Author URL: https://archiveofourown.org/users/eva_roisin/pseuds/eva_roisin
Summary: Logan loves his kids. He's just not sure he likes them.**Originally written in 2010 for the marvel kinkmeme. I just got around to posting it this year.**





	Every Day Is Father's Day

Every Day Is Father’s Day

 

 

“Should I be offended?” Daken says. He bends forward and leans close to Logan—uncomfortably close—and sniffs once.

 “Um, no,” Logan says, but it sounds like a question.

 “I’m kind of offended.” Daken straightens and continues to peer at Logan. His stare isn’t hostile, but it’s not quite amused either. (Even after all this time, Logan still can’t read him.) “I mean, here it is Father’s Day, and you’re taking the weekend off. You’re going to the X-Men’s version of Kennebunkport to be _by yourself_. You have no idea how much that saddens me. It’s just poor etiquette, Logan. Not to mention the fact that X and I planned a little party for you.”
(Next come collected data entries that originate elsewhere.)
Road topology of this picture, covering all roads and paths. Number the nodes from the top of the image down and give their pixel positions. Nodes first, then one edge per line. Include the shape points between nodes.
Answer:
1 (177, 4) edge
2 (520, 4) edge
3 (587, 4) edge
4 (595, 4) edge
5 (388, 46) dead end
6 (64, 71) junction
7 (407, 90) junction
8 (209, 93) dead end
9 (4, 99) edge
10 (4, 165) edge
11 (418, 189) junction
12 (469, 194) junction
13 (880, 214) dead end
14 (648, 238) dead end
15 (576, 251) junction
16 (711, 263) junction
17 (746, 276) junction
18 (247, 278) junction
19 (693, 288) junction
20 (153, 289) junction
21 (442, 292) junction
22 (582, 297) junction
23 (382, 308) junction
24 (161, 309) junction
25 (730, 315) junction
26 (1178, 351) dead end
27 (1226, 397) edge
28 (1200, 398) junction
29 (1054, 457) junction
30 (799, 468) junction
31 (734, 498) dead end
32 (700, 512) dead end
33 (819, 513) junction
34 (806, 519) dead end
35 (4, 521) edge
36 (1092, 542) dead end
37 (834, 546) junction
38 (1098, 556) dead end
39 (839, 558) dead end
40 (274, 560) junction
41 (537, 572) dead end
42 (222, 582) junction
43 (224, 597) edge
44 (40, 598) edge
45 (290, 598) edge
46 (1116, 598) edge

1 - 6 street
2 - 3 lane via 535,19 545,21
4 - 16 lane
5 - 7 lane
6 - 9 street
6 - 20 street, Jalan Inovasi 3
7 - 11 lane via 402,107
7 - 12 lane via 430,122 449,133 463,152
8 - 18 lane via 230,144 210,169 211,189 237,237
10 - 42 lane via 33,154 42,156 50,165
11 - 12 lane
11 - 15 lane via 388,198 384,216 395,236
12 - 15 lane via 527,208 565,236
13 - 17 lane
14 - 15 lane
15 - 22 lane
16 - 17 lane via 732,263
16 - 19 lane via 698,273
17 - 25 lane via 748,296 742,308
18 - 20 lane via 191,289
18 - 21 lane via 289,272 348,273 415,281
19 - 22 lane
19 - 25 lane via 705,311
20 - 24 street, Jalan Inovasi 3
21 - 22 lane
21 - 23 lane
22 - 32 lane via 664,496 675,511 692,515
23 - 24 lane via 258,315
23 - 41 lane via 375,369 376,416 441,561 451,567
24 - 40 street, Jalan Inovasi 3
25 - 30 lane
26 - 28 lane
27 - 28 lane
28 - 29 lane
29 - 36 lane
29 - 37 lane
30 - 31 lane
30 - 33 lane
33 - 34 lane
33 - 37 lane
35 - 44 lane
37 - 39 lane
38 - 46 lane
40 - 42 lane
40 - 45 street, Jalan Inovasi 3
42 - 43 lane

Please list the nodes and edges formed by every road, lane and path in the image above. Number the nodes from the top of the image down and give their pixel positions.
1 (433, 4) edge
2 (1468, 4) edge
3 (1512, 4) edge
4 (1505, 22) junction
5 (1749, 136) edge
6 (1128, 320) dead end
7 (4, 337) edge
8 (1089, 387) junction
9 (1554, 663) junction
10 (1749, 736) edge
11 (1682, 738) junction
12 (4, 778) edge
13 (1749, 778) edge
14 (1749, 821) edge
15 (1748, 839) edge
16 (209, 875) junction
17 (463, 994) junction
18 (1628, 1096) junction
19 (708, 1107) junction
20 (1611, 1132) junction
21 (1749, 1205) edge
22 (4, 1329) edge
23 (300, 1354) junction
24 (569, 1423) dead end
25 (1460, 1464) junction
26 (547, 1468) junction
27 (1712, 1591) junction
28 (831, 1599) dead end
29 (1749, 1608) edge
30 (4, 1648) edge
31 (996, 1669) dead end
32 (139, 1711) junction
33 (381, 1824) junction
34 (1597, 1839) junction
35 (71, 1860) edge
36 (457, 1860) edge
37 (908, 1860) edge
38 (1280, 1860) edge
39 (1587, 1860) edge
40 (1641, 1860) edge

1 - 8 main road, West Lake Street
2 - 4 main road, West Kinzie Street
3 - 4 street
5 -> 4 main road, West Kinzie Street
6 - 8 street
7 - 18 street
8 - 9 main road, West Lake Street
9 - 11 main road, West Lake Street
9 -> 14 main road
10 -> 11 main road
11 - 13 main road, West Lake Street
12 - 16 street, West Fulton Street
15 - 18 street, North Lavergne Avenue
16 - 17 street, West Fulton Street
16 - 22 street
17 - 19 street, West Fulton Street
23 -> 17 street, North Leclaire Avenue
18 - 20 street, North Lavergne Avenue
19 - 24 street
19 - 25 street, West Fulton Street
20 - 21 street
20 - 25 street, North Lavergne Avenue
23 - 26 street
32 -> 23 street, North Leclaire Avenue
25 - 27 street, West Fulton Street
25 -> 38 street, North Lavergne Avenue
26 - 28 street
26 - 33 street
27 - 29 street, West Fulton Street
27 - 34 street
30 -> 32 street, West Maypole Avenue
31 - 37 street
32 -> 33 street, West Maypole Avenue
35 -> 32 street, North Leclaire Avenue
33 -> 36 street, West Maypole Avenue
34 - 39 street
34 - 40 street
 Logan searches Daken’s face for the lie, but he doesn’t find it. Daken is pleasantly impassive, as usual. “Really?” (Then: he can’t believe he actually said that. He can’t believe he let so much unmasked surprise creep into his voice.)

 Daken rolls his eyes. “Really.” He lowers himself onto the stool and opens a newspaper. “You only have one father. Technically, anyway. X,” he says without looking up. “Come in here.”

 Laura paces into the kitchen. She doesn’t shuffle or hurry. She stands in the doorway.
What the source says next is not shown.